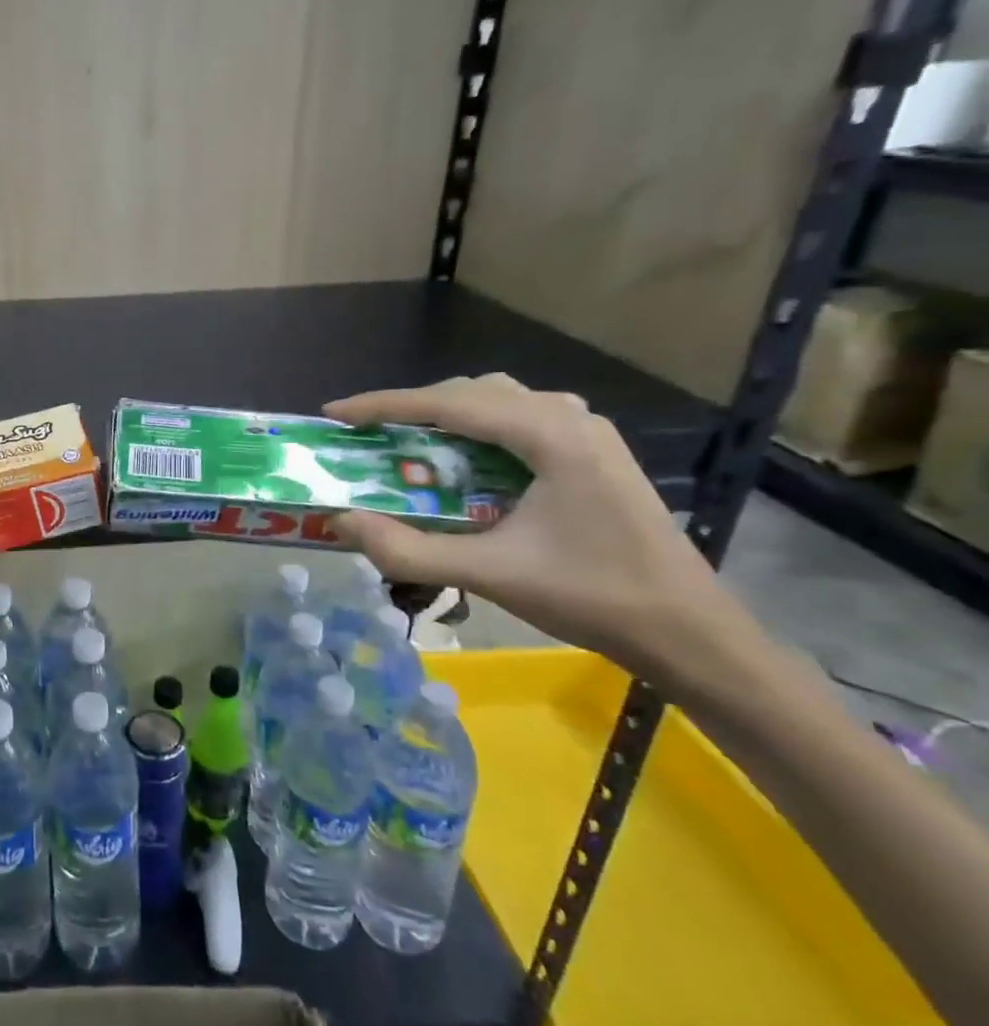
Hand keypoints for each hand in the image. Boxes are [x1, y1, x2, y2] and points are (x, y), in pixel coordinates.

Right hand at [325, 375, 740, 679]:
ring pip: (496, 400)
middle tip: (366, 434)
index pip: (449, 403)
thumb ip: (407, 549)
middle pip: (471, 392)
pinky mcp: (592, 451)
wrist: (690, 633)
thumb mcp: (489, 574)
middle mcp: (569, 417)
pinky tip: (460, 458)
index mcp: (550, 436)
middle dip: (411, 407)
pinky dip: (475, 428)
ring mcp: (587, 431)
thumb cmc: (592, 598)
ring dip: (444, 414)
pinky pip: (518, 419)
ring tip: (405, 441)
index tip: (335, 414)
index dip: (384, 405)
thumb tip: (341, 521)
----------------------------------------
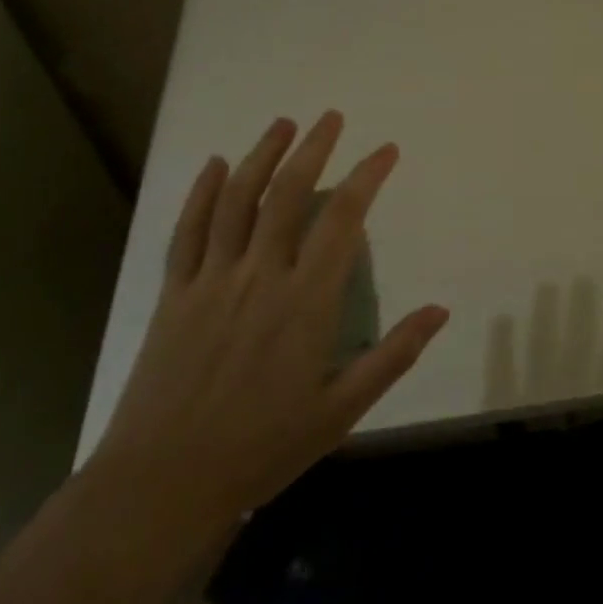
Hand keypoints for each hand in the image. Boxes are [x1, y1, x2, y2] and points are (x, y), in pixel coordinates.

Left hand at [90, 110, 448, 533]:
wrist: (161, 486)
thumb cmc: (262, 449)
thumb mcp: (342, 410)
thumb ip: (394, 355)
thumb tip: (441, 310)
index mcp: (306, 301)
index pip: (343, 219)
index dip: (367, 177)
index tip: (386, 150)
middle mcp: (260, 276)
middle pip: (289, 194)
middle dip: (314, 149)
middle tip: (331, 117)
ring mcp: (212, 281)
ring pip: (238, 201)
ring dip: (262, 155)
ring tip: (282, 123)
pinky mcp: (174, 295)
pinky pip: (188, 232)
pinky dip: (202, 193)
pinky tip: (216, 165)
----------------------------------------
> [Work to complete]
With the first line being the one containing "thumb ip: (407, 549)" and the last line the one containing "thumb tip: (341, 521)", transcribe exactly the lines above that fall in that range.

> [Solved exercise]
thumb ip: (407, 549)
middle pip: (471, 392)
pinky mcp: (592, 451)
wrist: (690, 633)
thumb mcp: (489, 574)
middle mcp: (569, 417)
pinky tip: (460, 458)
index mcp: (550, 436)
middle dip: (411, 407)
pinky dip: (475, 428)
ring mcp: (587, 431)
thumb cmc: (592, 598)
ring dip: (444, 414)
pinky pip: (518, 419)
ring tip: (405, 441)
index tip: (335, 414)
index dip: (384, 405)
thumb tip: (341, 521)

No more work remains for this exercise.